- Data for this task -
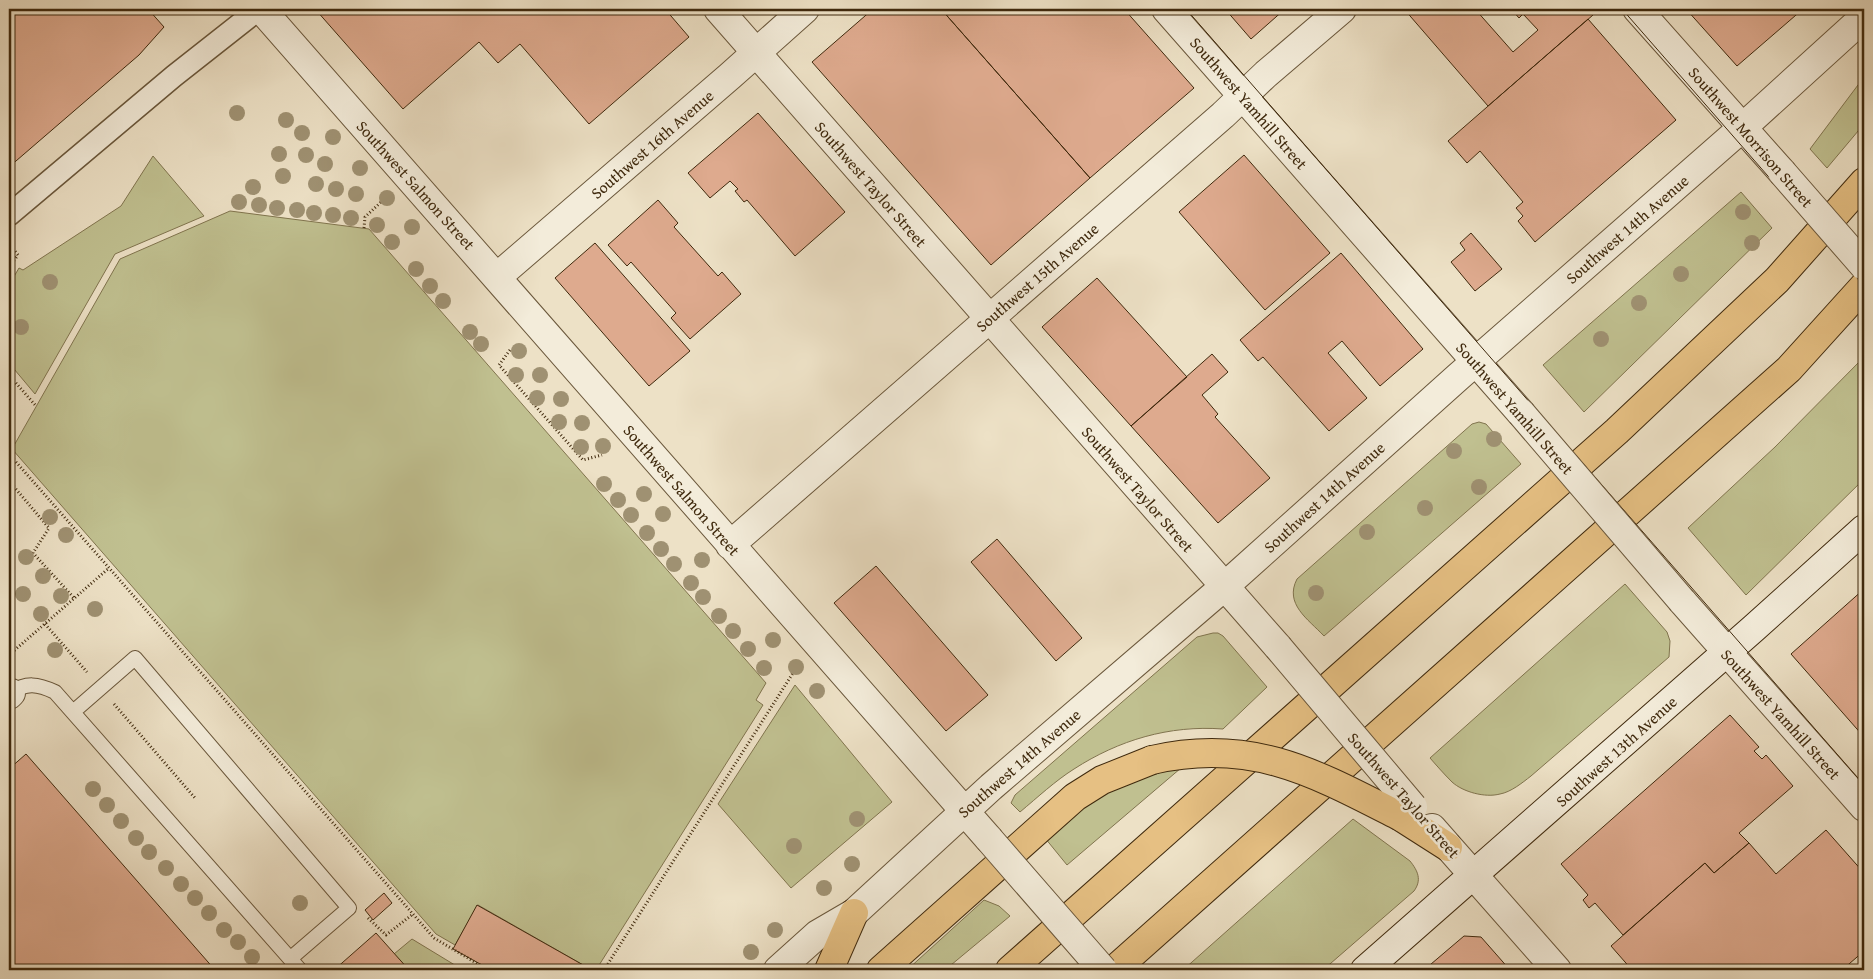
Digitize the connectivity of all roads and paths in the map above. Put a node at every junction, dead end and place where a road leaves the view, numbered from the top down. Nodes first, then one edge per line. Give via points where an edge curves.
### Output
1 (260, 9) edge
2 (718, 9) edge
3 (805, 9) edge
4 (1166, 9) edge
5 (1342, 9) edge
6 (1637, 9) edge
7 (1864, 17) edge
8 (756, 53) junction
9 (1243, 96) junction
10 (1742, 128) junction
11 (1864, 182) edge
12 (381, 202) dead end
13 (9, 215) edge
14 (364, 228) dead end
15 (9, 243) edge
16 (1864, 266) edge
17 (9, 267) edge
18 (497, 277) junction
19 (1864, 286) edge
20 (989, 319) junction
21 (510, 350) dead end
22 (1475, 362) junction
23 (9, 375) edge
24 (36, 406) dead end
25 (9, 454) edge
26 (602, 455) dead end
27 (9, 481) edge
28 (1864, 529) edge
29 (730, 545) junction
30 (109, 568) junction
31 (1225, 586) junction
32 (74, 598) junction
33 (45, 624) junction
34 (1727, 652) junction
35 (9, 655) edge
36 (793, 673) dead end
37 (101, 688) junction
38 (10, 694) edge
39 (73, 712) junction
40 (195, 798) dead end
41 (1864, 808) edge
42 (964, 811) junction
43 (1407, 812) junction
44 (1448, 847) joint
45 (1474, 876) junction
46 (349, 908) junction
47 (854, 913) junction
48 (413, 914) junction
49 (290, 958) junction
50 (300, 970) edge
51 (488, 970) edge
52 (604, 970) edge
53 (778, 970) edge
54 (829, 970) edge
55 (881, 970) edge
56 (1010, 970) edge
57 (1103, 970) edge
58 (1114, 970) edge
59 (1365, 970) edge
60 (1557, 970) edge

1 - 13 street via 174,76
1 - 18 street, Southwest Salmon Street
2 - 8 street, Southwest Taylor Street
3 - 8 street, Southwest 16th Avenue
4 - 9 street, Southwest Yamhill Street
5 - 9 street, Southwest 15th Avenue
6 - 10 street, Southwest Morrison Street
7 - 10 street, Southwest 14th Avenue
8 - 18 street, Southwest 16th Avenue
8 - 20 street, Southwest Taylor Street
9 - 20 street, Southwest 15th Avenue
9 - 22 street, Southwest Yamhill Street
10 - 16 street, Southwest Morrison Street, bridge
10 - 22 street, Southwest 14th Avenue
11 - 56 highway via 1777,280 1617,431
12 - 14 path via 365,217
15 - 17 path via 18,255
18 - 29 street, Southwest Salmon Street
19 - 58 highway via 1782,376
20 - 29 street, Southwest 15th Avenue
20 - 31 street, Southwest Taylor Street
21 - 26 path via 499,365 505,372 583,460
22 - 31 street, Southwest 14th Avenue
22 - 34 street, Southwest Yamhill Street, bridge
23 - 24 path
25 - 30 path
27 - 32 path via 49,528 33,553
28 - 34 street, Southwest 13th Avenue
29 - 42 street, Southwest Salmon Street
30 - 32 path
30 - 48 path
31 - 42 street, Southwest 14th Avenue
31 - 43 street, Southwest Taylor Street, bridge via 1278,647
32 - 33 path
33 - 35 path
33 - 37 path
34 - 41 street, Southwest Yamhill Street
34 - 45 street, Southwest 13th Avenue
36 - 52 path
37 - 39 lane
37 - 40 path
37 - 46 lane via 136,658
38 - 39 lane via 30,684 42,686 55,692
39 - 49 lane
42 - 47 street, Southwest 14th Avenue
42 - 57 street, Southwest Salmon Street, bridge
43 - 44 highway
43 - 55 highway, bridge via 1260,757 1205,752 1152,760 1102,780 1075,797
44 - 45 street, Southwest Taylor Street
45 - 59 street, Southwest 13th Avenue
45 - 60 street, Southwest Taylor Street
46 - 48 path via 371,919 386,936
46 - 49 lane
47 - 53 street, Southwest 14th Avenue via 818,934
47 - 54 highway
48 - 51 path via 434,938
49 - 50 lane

- Assigned task -
What is needed is an exact printout of every record above, with the pictures left out.

- Completed task -
Digitize the connectivity of all roads and paths in the map above. Put a node at every junction, dead end and place where a road leaves the view, numbered from the top down. Nodes first, then one edge per line. Give via points where an edge curves.
### Output
1 (260, 9) edge
2 (718, 9) edge
3 (805, 9) edge
4 (1166, 9) edge
5 (1342, 9) edge
6 (1637, 9) edge
7 (1864, 17) edge
8 (756, 53) junction
9 (1243, 96) junction
10 (1742, 128) junction
11 (1864, 182) edge
12 (381, 202) dead end
13 (9, 215) edge
14 (364, 228) dead end
15 (9, 243) edge
16 (1864, 266) edge
17 (9, 267) edge
18 (497, 277) junction
19 (1864, 286) edge
20 (989, 319) junction
21 (510, 350) dead end
22 (1475, 362) junction
23 (9, 375) edge
24 (36, 406) dead end
25 (9, 454) edge
26 (602, 455) dead end
27 (9, 481) edge
28 (1864, 529) edge
29 (730, 545) junction
30 (109, 568) junction
31 (1225, 586) junction
32 (74, 598) junction
33 (45, 624) junction
34 (1727, 652) junction
35 (9, 655) edge
36 (793, 673) dead end
37 (101, 688) junction
38 (10, 694) edge
39 (73, 712) junction
40 (195, 798) dead end
41 (1864, 808) edge
42 (964, 811) junction
43 (1407, 812) junction
44 (1448, 847) joint
45 (1474, 876) junction
46 (349, 908) junction
47 (854, 913) junction
48 (413, 914) junction
49 (290, 958) junction
50 (300, 970) edge
51 (488, 970) edge
52 (604, 970) edge
53 (778, 970) edge
54 (829, 970) edge
55 (881, 970) edge
56 (1010, 970) edge
57 (1103, 970) edge
58 (1114, 970) edge
59 (1365, 970) edge
60 (1557, 970) edge

1 - 13 street via 174,76
1 - 18 street, Southwest Salmon Street
2 - 8 street, Southwest Taylor Street
3 - 8 street, Southwest 16th Avenue
4 - 9 street, Southwest Yamhill Street
5 - 9 street, Southwest 15th Avenue
6 - 10 street, Southwest Morrison Street
7 - 10 street, Southwest 14th Avenue
8 - 18 street, Southwest 16th Avenue
8 - 20 street, Southwest Taylor Street
9 - 20 street, Southwest 15th Avenue
9 - 22 street, Southwest Yamhill Street
10 - 16 street, Southwest Morrison Street, bridge
10 - 22 street, Southwest 14th Avenue
11 - 56 highway via 1777,280 1617,431
12 - 14 path via 365,217
15 - 17 path via 18,255
18 - 29 street, Southwest Salmon Street
19 - 58 highway via 1782,376
20 - 29 street, Southwest 15th Avenue
20 - 31 street, Southwest Taylor Street
21 - 26 path via 499,365 505,372 583,460
22 - 31 street, Southwest 14th Avenue
22 - 34 street, Southwest Yamhill Street, bridge
23 - 24 path
25 - 30 path
27 - 32 path via 49,528 33,553
28 - 34 street, Southwest 13th Avenue
29 - 42 street, Southwest Salmon Street
30 - 32 path
30 - 48 path
31 - 42 street, Southwest 14th Avenue
31 - 43 street, Southwest Taylor Street, bridge via 1278,647
32 - 33 path
33 - 35 path
33 - 37 path
34 - 41 street, Southwest Yamhill Street
34 - 45 street, Southwest 13th Avenue
36 - 52 path
37 - 39 lane
37 - 40 path
37 - 46 lane via 136,658
38 - 39 lane via 30,684 42,686 55,692
39 - 49 lane
42 - 47 street, Southwest 14th Avenue
42 - 57 street, Southwest Salmon Street, bridge
43 - 44 highway
43 - 55 highway, bridge via 1260,757 1205,752 1152,760 1102,780 1075,797
44 - 45 street, Southwest Taylor Street
45 - 59 street, Southwest 13th Avenue
45 - 60 street, Southwest Taylor Street
46 - 48 path via 371,919 386,936
46 - 49 lane
47 - 53 street, Southwest 14th Avenue via 818,934
47 - 54 highway
48 - 51 path via 434,938
49 - 50 lane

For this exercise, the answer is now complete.